How should I continue?
On
There is not "the" set on which the function is analytic/holomorphic, perhaps contrary to some introductory situations in which the complex plane is almost-always "slit" along the negative real axis, or other iconic things.
To begin with, for example, (the collection of local pieces of) $\log z$ is holomorphic at points on the negative real axis, perhaps contrary to some (too-naive) knee-jerk slittings-of-the-plane along the negative real axis. In fact, in some neighborhood of every point in $\mathbb C$ except $0$, there is a functions $g(z)$ such that $e^{g(z)}=z$.
The real point is best understood, at least in the long run, in terms of the Monodromy Theorem, which deserves more discussion than I should do here.
In the case at hand, a function $\log(z^2+9)=\log(z+3i)+\log(z+3i)$ is locally defined (in the sense that it exponentiates to $z^2+9$) at any point other than $\pm 3i$. Period.
The implicit meaning of the question is finding a (not "the") maximal open set on which there is such a function. With a heuristic notion of Monodromy, the point is that we have to choose a region so that we cannot (for example) go in a closed path around either $\pm 3i$ (at least without also going around the other), because that would add $\pm 2\pi i$ to one of the logs while not changing the other.
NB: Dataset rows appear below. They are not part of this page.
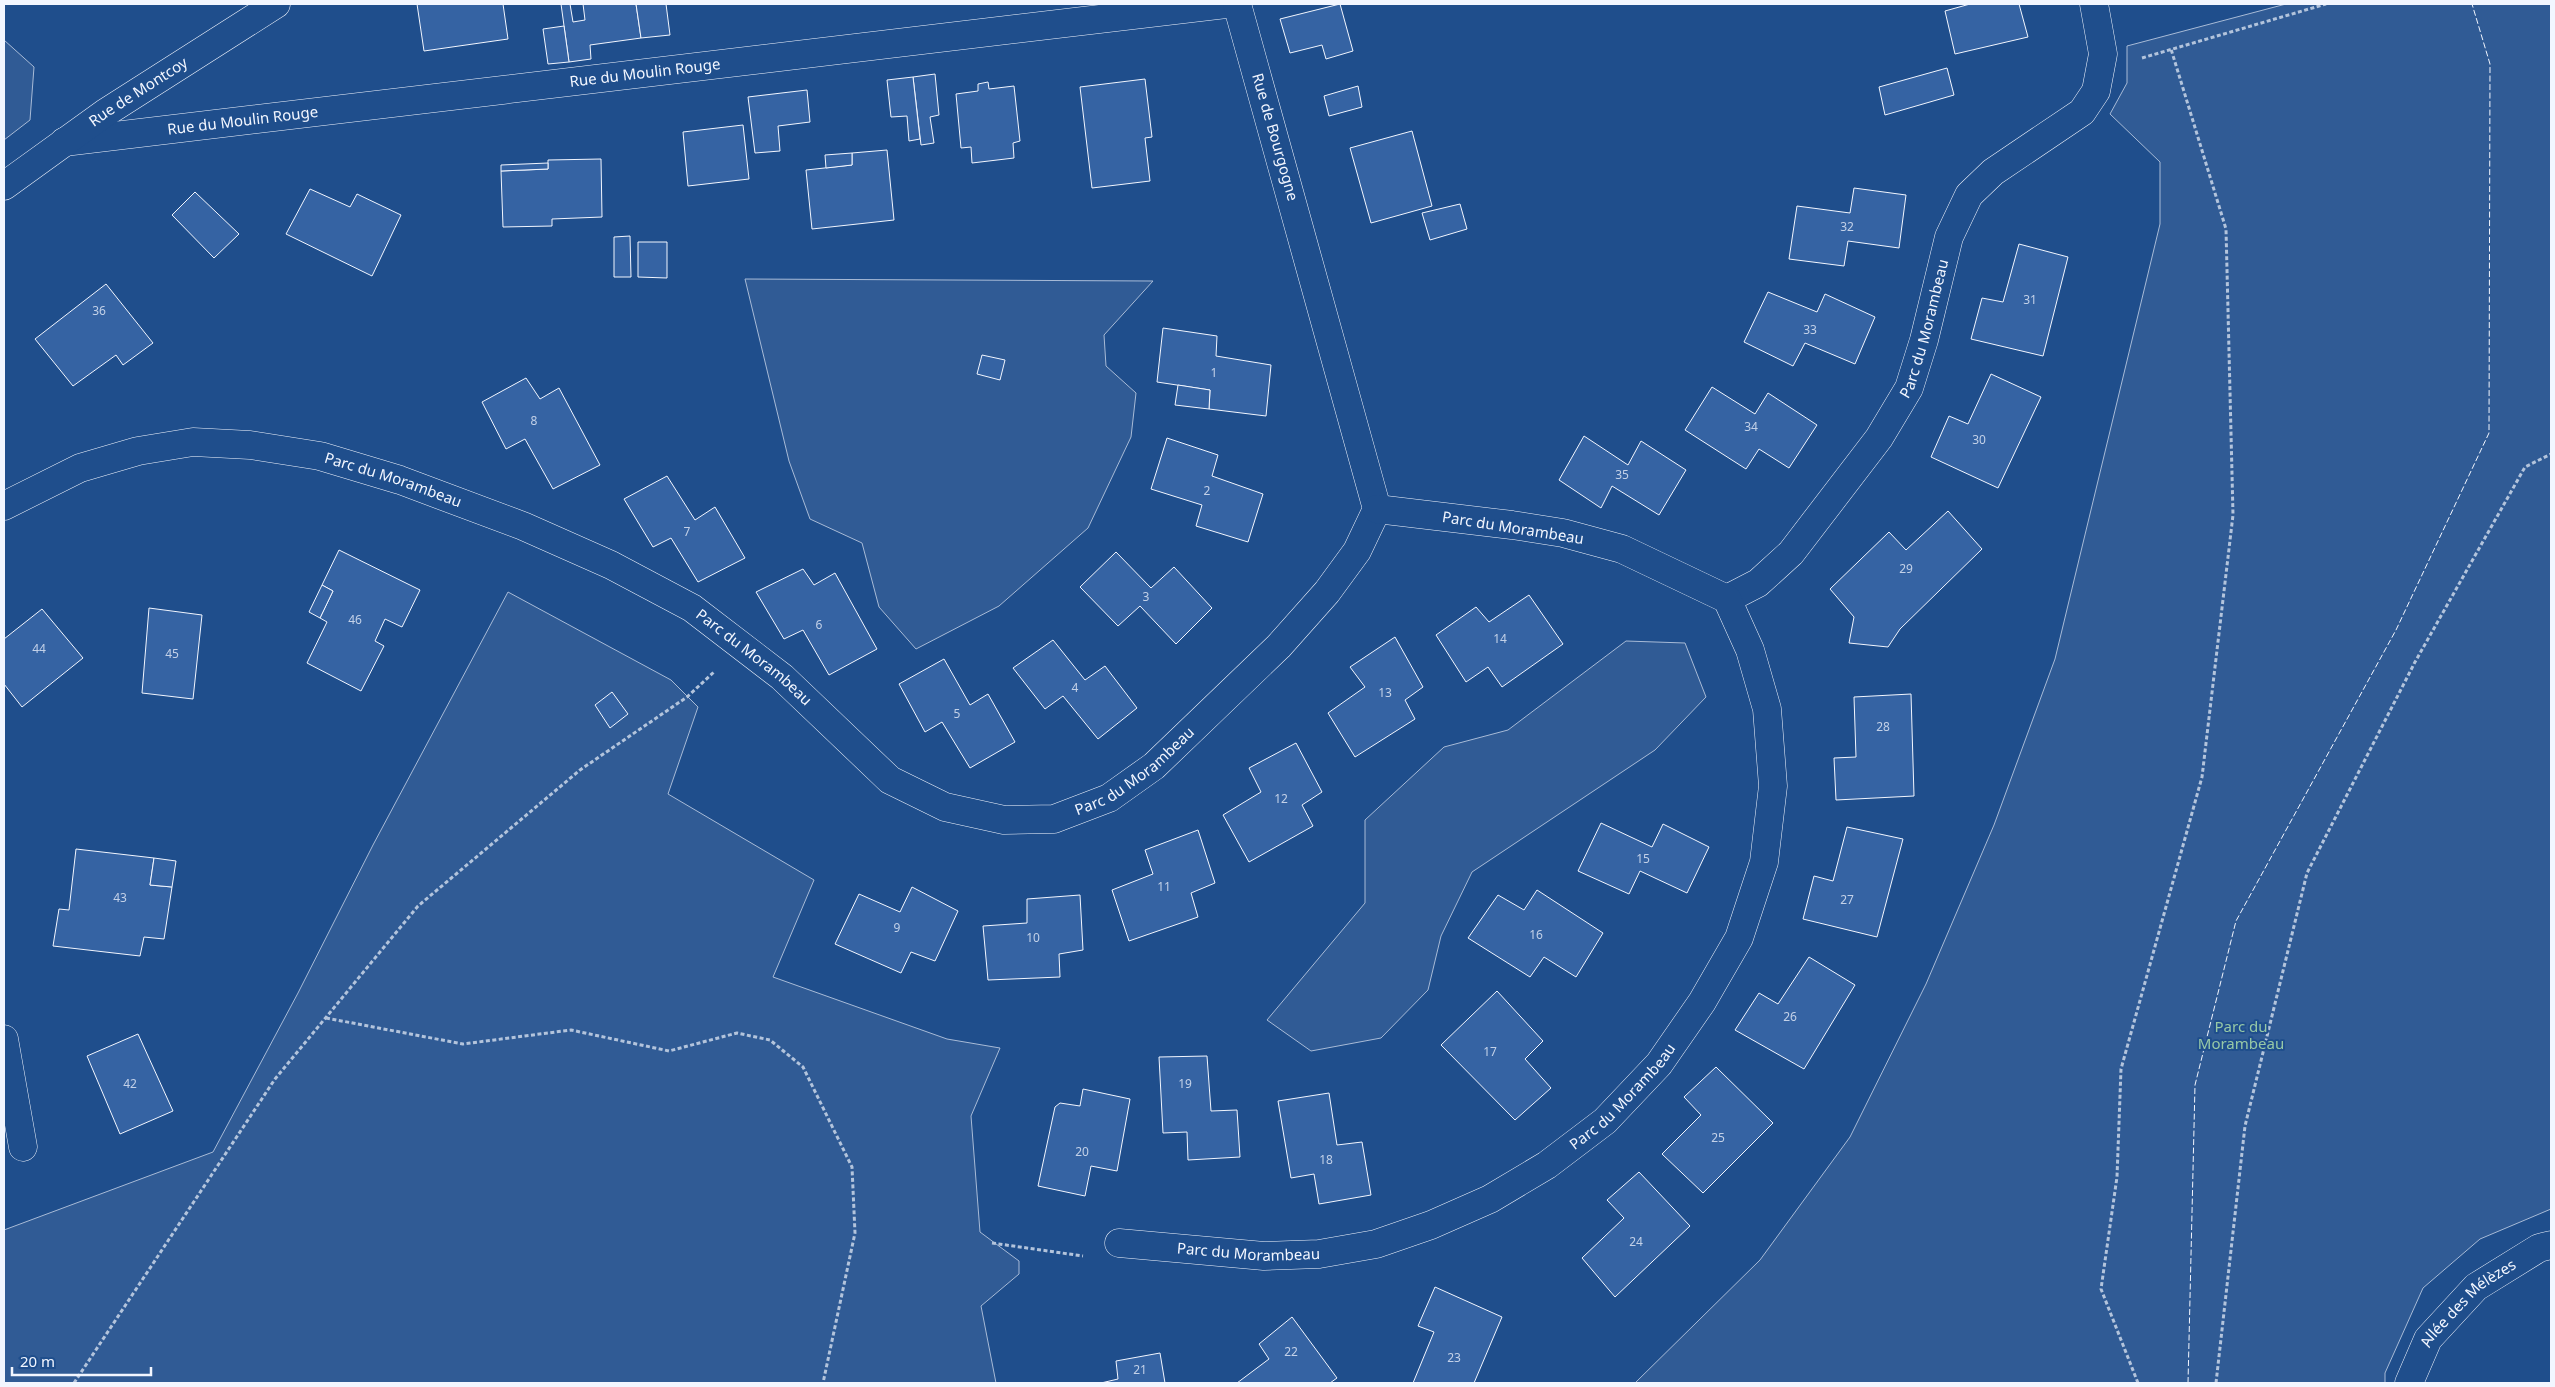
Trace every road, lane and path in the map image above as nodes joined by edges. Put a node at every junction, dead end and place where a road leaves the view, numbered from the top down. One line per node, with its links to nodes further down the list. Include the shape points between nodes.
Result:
1 (276, 4): 8 (street, Rue de Montcoy)
2 (1226, 4): 8 (street, Rue du Moulin Rouge)
3 (1238, 4): 12 (street, Rue de Bourgogne)
4 (2094, 4): 7 (street)
5 (2326, 4): 6 (path)
6 (2171, 49): 7 (path); 23 (path, via 2226,229 2233,514 2202,777 2121,1069 2117,1177 2101,1289)
7 (2101, 62): 13 (street, Parc du Morambeau, via 2096,91 2082,112 1993,172 1969,195 1949,237 1909,388 1879,438 1791,553 1758,583)
8 (64, 142): 9 (street, Rue de Montcoy)
9 (4, 186)
10 (2551, 454): 24 (path, via 2525,467 2415,662 2307,873 2245,1126)
11 (4, 506): 14 (street, Parc du Morambeau, via 80,468 138,450 193,442 250,445 320,456 400,480 523,526 611,564 692,608)
12 (1377, 509): 13 (street, Parc du Morambeau, via 1502,523 1622,549); 14 (street, Parc du Morambeau, via 1356,551 1328,592 1204,720 1154,766 1109,798 1054,819 1004,820 945,807 890,780 782,677)
13 (1726, 599): 19 (street, Parc du Morambeau, via 1750,650 1767,709 1773,786 1764,862 1739,938 1702,1002 1660,1064 1605,1121 1546,1164 1490,1199 1431,1225 1376,1244 1319,1254 1264,1256)
14 (742, 646): 15 (path, via 687,697 580,770 418,906)
15 (326, 1018): 21 (path, via 275,1079); 22 (path, via 463,1044 571,1030 669,1051 737,1033 770,1040 803,1067 852,1167 855,1233)
16 (4, 1040): 17 (street)
17 (23, 1147)
18 (992, 1243): 19 (path, via 1099,1258)
19 (1119, 1243)
20 (2551, 1245): 25 (street, Allée des Mélèzes, via 2538,1248 2476,1287 2428,1339)
21 (74, 1383)
22 (823, 1383)
23 (2138, 1383)
24 (2216, 1383)
25 (2409, 1383)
One way to do this is to choose a region that does not include any closed path around either $\pm 3i$, e.g., "slitting" the plane from both of the points out to infinity (perhaps not allowing the two slits to intersect, just to avoid technicalities). The slits need not be straight lines...
EDIT: I'd earlier claimed that a "slit" between the two branch points $\pm 3i$ would suffice, but @Maxim observed that my argument was incorrect, since (I add this because the general idea is certainly of interest) going around both $\pm 3i$ does not cancel out the ambiguities in $\log$, since both are in the same orientation.
(Thanks again to @Maxim for observing my inaccuracy!!!)
$\left \{ z \in \mathbb{C} | z^2 \notin (-\infty, -9] \right \}$ is a perfectly good specification of the set, so you could reasonably stop here. However, if you'd prefer an interval form, note that $z^2 \in (-\infty, -9]$ means $z$ is purely imaginary and has imaginary part at least $3$ or no more than $-3$. Thus $D$ is the union of two rays: $$ D = \{z\in \mathbb C | iz\notin (-\infty, -3]\} \cup \{z\in \mathbb C | iz\notin[3,\infty)\} $$